The sad thing is that these boys don’t understand the severity of what has happened. A California boy was told by a friend that he wasn’t allowed to attend his birthday party because of a similar incident. When these boys apply for college, they’ll find a “sexual harassment charge” on their permanent school record.
Title IX’s unfortunate side effect has created this atmosphere that it’s okay to target and label boys as young as 6 years old as sexual predators by adults who are lacking in experience, knowledge, or plain common sense.
Title IX was written to ensure equal rights for both men and women, but is primarily used to eliminate athletic opportunity for college men. The law never seemed to apply whenever gender-inequities favored women, and this precedent has made it to the elementary school level where girls are just as, if not more, physically expressive as boys. But nationwide, only boys have been charged for sexual harassment for innocent hugs or kisses.
By the way things are going, if a kindergartner falls on a girl in the schoolyard, he may be charged with anything from sexual harassment to attempted rape.
It’s totally crazy.
- Edwin Ramos, UH Manoa
Lihu’e
List maker marvels at letter
In Mr. Machell’s Feb. 12 letter, he quotes President George Bush’s July 14, 2004 remarks about the Patriot Act. Those remarks about “wiretapping” were in regards to domestic wiretapping without a warrant.
The wiretapping that the president is being accused of breaking the law by doing is always on calls where one end is in a foreign country, and especially if that country is known to harbor terrorists, or be a terrorist nation itself. And the president has followed the law by briefing at least eight members of Congress, four from each party, in the manner prescribed by law. There’s nothing in either the Patriot Act, or even FISA, that supercedes the president’s Constitutional authority … duty, even, during war-time, and like it or not, Mr. Machell, we are in a war.
Evidently Mr. Machell either neglected to read the joint resolution authorizing the use of force, or he failed to notice this part: “Whereas the president has authority under the Constitution to take action in order to deter and prevent acts of international terrorism against the United States, as Congress recognized in the joint resolution on Authorization for Use of Military Force (Public Law 107-40).”
Mr. Machell wishes me to add him to my “list”?
This list I would “add” you to is not the one you might think it would be.
Osama’s not in charge
Oh please, Mr.
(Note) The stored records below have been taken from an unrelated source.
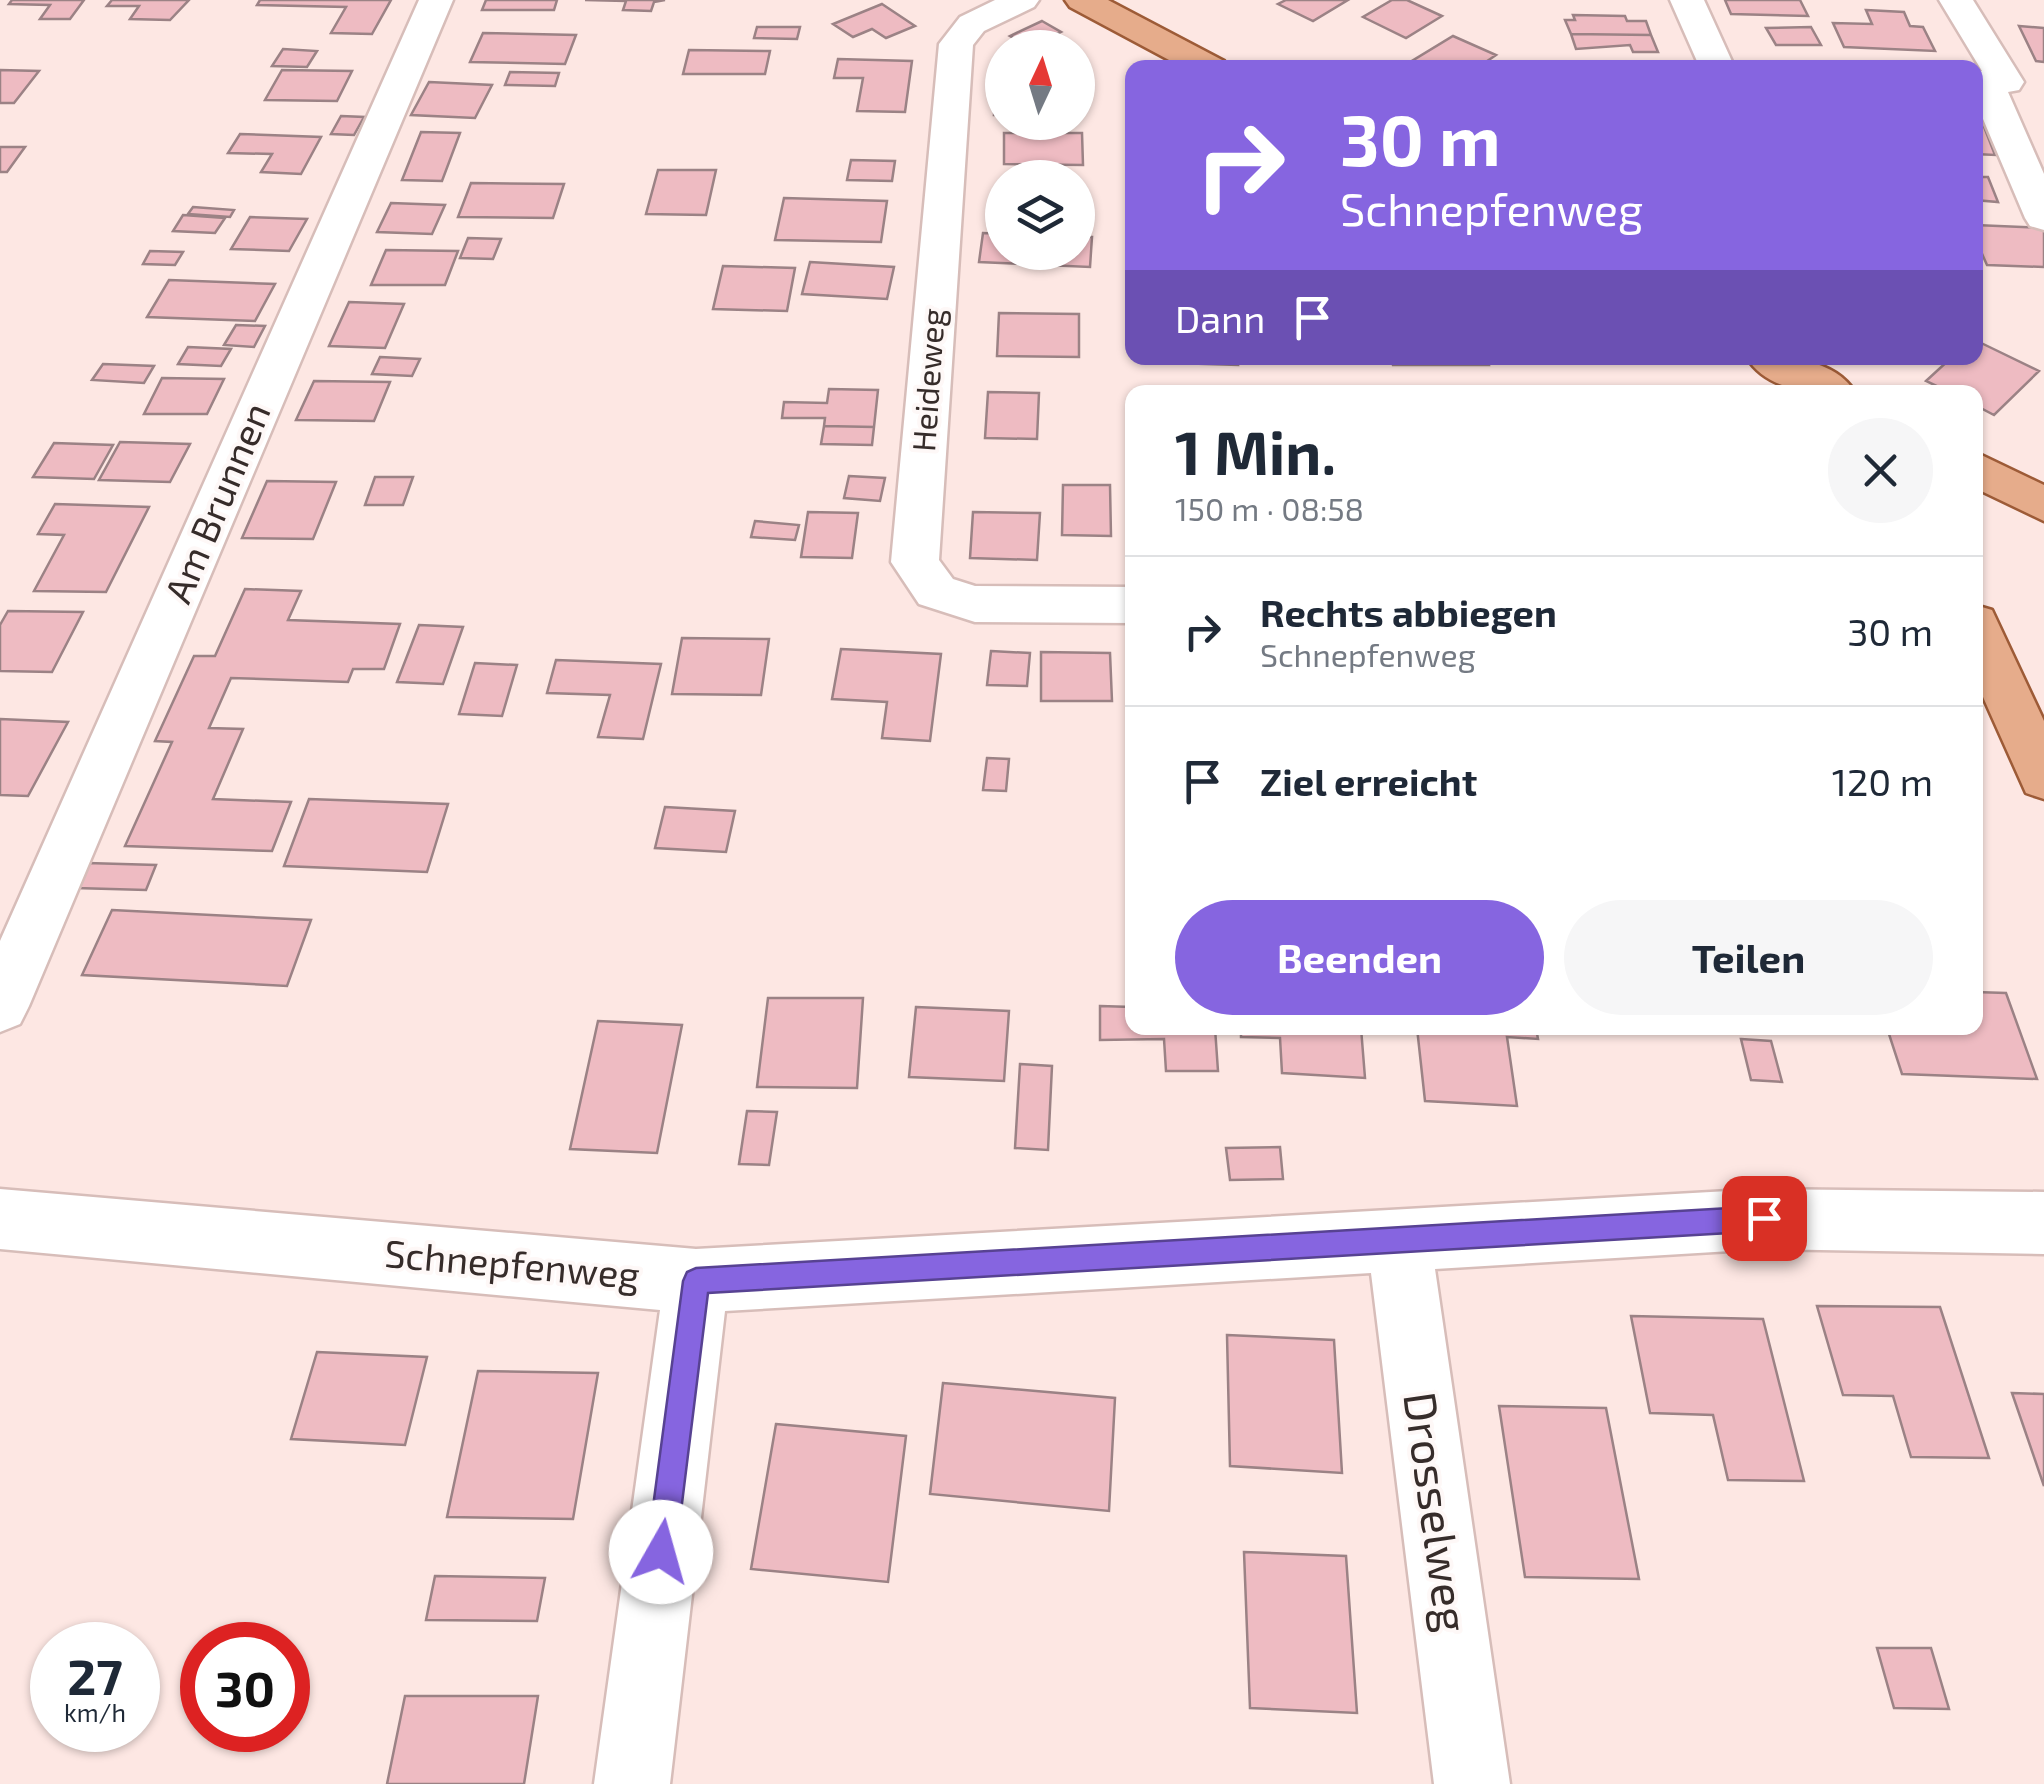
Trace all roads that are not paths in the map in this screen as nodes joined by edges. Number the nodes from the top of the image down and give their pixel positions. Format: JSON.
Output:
{"nodes":[{"id":1,"x":436,"y":0,"type":"edge"},
{"id":2,"x":1022,"y":0,"type":"edge"},
{"id":3,"x":1082,"y":0,"type":"edge"},
{"id":4,"x":1648,"y":0,"type":"edge"},
{"id":5,"x":1956,"y":0,"type":"edge"},
{"id":6,"x":1692,"y":10,"type":"edge"},
{"id":7,"x":1197,"y":60,"type":"edge"},
{"id":8,"x":1714,"y":60,"type":"edge"},
{"id":9,"x":1980,"y":60,"type":"edge"},
{"id":10,"x":1989,"y":81,"type":"edge"},
{"id":11,"x":2044,"y":84,"type":"edge"},
{"id":12,"x":2044,"y":218,"type":"edge"},
{"id":13,"x":1793,"y":365,"type":"edge"},
{"id":14,"x":1823,"y":385,"type":"edge"},
{"id":15,"x":1983,"y":472,"type":"edge"},
{"id":16,"x":2044,"y":505,"type":"edge"},
{"id":17,"x":1125,"y":605,"type":"edge"},
{"id":18,"x":1983,"y":645,"type":"edge"},
{"id":19,"x":2044,"y":778,"type":"edge"},
{"id":20,"x":0,"y":1006,"type":"edge"},
{"id":21,"x":0,"y":1219,"type":"edge"},
{"id":22,"x":2044,"y":1223,"type":"edge"},
{"id":23,"x":1399,"y":1240,"type":"junction"},
{"id":24,"x":696,"y":1281,"type":"junction"},
{"id":25,"x":632,"y":1784,"type":"edge"},
{"id":26,"x":1472,"y":1784,"type":"edge"}],
"edges":[{"from":1,"to":20,"type":"street","name":"Am Brunnen"},
{"from":2,"to":17,"type":"street","name":"Heideweg"},
{"from":3,"to":7,"type":"main road"},
{"from":4,"to":6,"type":"street"},
{"from":5,"to":9,"type":"street"},
{"from":6,"to":8,"type":"street"},
{"from":10,"to":11,"type":"street"},
{"from":10,"to":12,"type":"street"},
{"from":13,"to":14,"type":"main road"},
{"from":15,"to":16,"type":"main road"},
{"from":18,"to":19,"type":"main road"},
{"from":21,"to":24,"type":"street","name":"Schnepfenweg"},
{"from":22,"to":23,"type":"street","name":"Schnepfenweg"},
{"from":23,"to":24,"type":"street","name":"Schnepfenweg"},
{"from":23,"to":26,"type":"street","name":"Drosselweg"},
{"from":24,"to":25,"type":"street"}]}
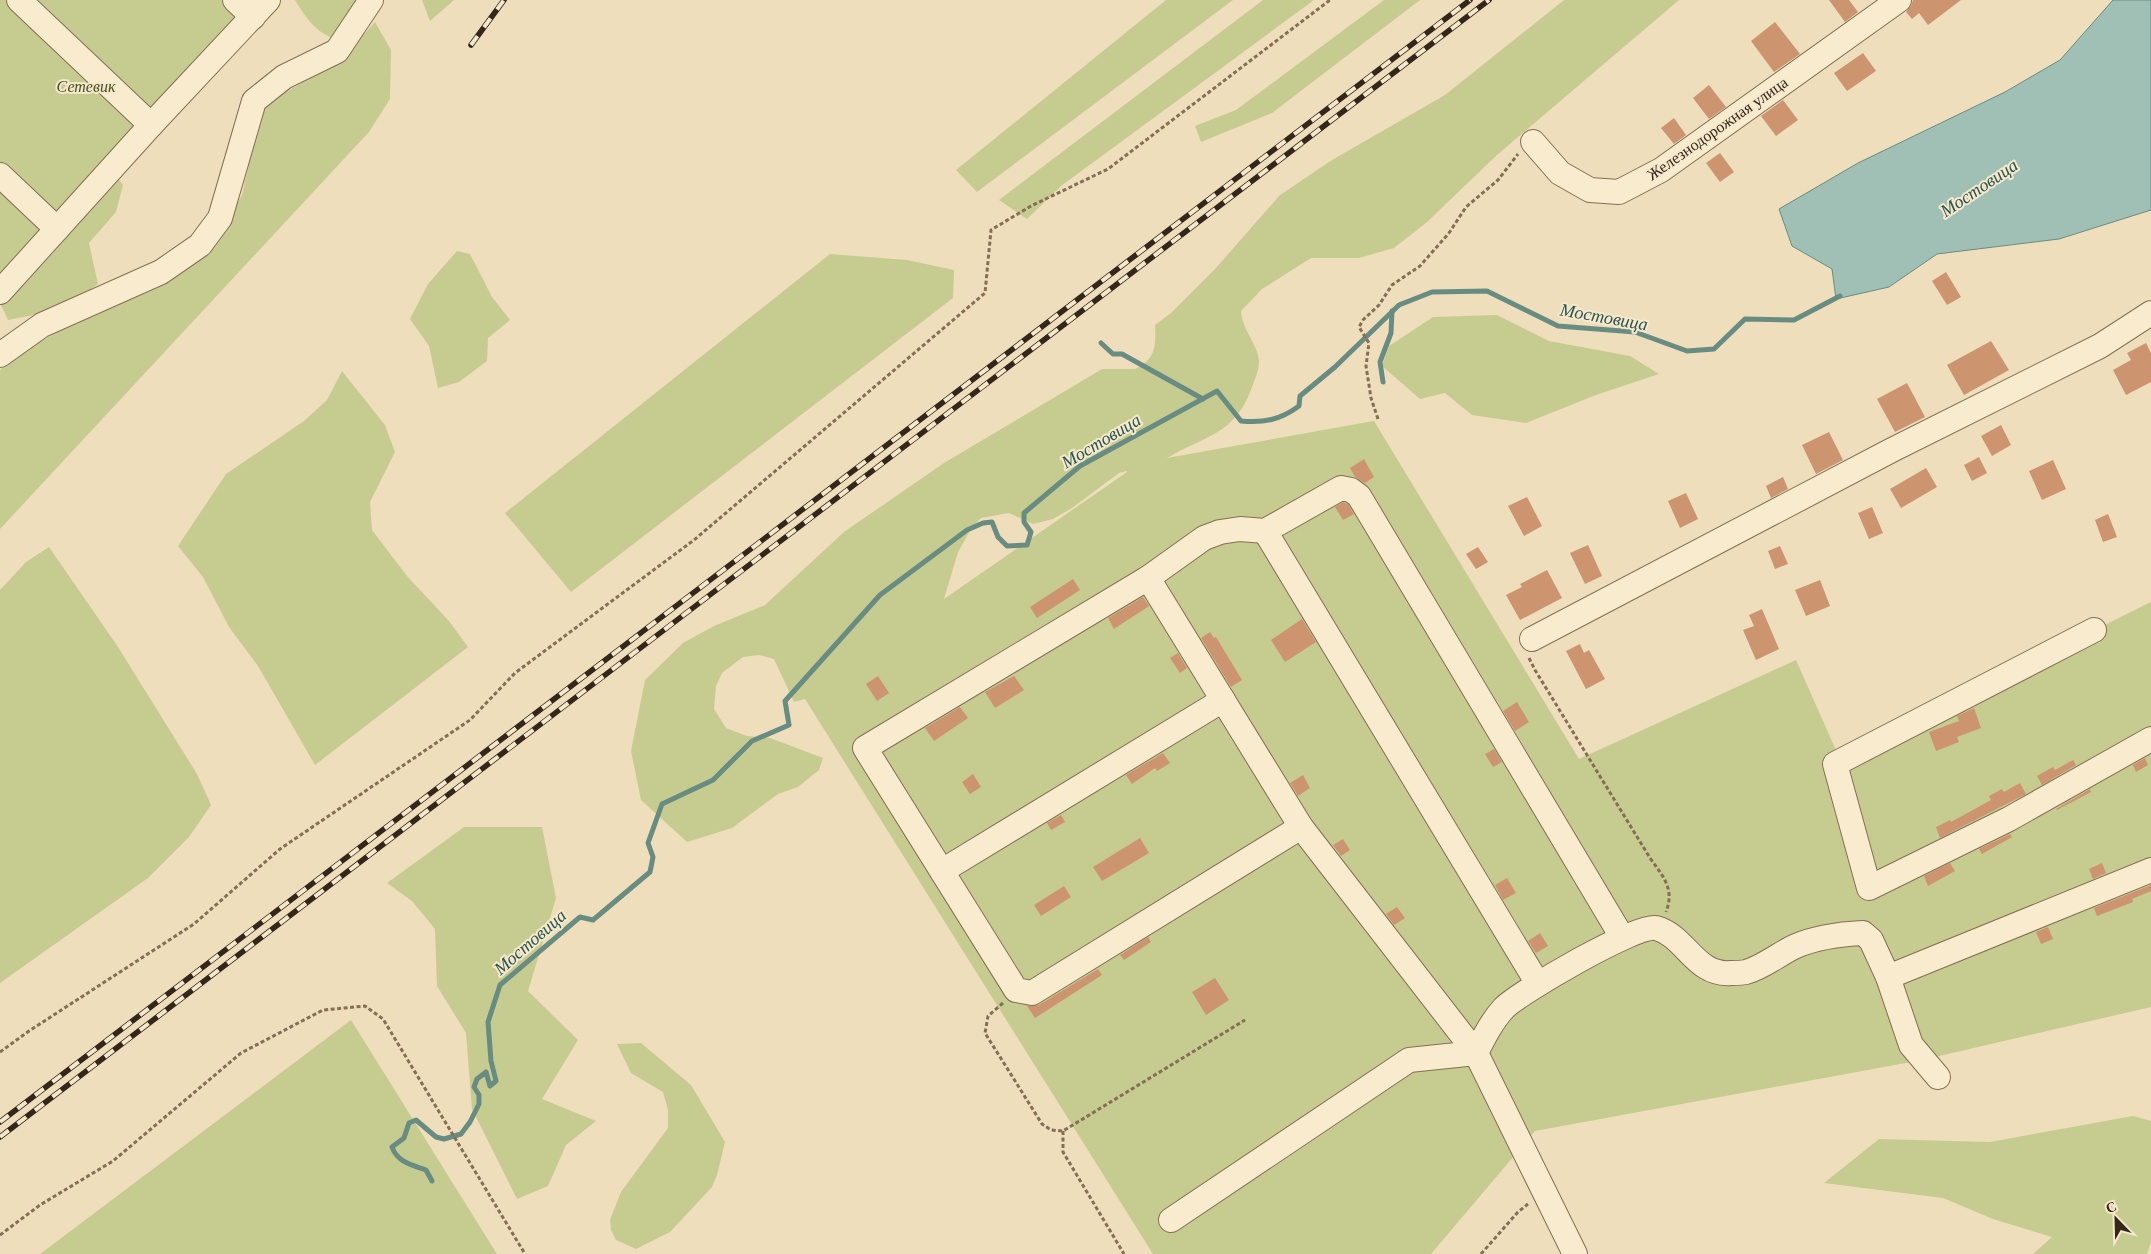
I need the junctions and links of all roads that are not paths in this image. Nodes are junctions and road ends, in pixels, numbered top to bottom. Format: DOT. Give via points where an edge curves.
graph roads {
  1 [pos="19,0"];
  2 [pos="235,0"];
  3 [pos="371,0"];
  4 [pos="1899,0"];
  5 [pos="261,8"];
  6 [pos="151,125"];
  7 [pos="1533,142"];
  8 [pos="0,175"];
  9 [pos="57,229"];
  10 [pos="0,292"];
  11 [pos="2151,313"];
  12 [pos="0,355"];
  13 [pos="1265,531"];
  14 [pos="1148,578"];
  15 [pos="2094,630"];
  16 [pos="1532,639"];
  17 [pos="1223,700"];
  18 [pos="2151,739"];
  19 [pos="1301,827"];
  20 [pos="2151,870"];
  21 [pos="942,871"];
  22 [pos="1622,937"];
  23 [pos="1888,977"];
  24 [pos="1538,984"];
  25 [pos="1476,1053"];
  26 [pos="1938,1077"];
  27 [pos="1172,1220"];
  28 [pos="1574,1254"];
  1 -- 6 [label="street"];
  2 -- 5 [label="street"];
  3 -- 12 [label="street" via="337,51 284,77 254,101 220,218 200,245 161,272 42,325"];
  4 -- 7 [label="street, Железнодорожная улица" via="1661,170 1619,192 1590,190 1560,173"];
  5 -- 6 [label="street"];
  6 -- 9 [label="street"];
  8 -- 9 [label="street"];
  9 -- 10 [label="street"];
  11 -- 16 [label="street" via="2100,346 1892,450"];
  13 -- 14 [label="street" via="1240,529 1204,538"];
  13 -- 22 [label="street" via="1341,488 1359,496"];
  13 -- 24 [label="street"];
  14 -- 17 [label="street"];
  14 -- 21 [label="street" via="865,748"];
  15 -- 18 [label="street" via="1835,764 1869,888 2009,819"];
  17 -- 19 [label="street"];
  17 -- 21 [label="street"];
  19 -- 21 [label="street" via="1032,992 1016,990"];
  19 -- 25 [label="street"];
  20 -- 23 [label="street"];
  22 -- 23 [label="street" via="1654,927 1668,932 1702,965 1721,974 1747,972 1797,945 1842,934 1863,933 1871,940"];
  22 -- 24 [label="street"];
  23 -- 26 [label="street" via="1911,1045"];
  24 -- 25 [label="street" via="1505,1008 1487,1031"];
  25 -- 27 [label="street" via="1410,1060"];
  25 -- 28 [label="street"];
}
Broussard.
Osama bin Laden in charge?
Of us?
Of our president?
If he were, our presence would be long gone from all Arabic countries. I’m sure that would make him happy as a clam. But our president (the one, like it or not, that was voted in by the majority of the American people), has chosen to stay the course, not be a quitter, and finish a job that needs to be done.
That he obviously walked the fine legal line between protecting the people of the United States and infringing on constitutional rights by eavesdropping on honestly targeted terrorist telephone activity, well, as for me, he can tap my phone anytime if it help keep the people who have vowed to hurt me and my own out of my back yard. And I just bet there are a lot of silent folks out there who agree.
Kind gesture
On Feb. 9, just as we returned from an errand in Kapa’a Town, a gentleman phoned to let us know that he had found my husband’s wallet. We took the directions to his home in Kapahi and went immediately to pick it up and are so grateful for this kindness.
Not only did Roland take the trouble to contact us right away, he was most concerned that he had run over the wallet and may have damaged the contents.
We had not even had a chance to notice that the wallet was missing and can not begin to thank Roland for all the worry and aggravation his honesty and thoughtfulness has saved us.
The Garden Island produces more than just beautiful flowers — beautiful people with the spirit of aloha abound — and Roland, you are one of them.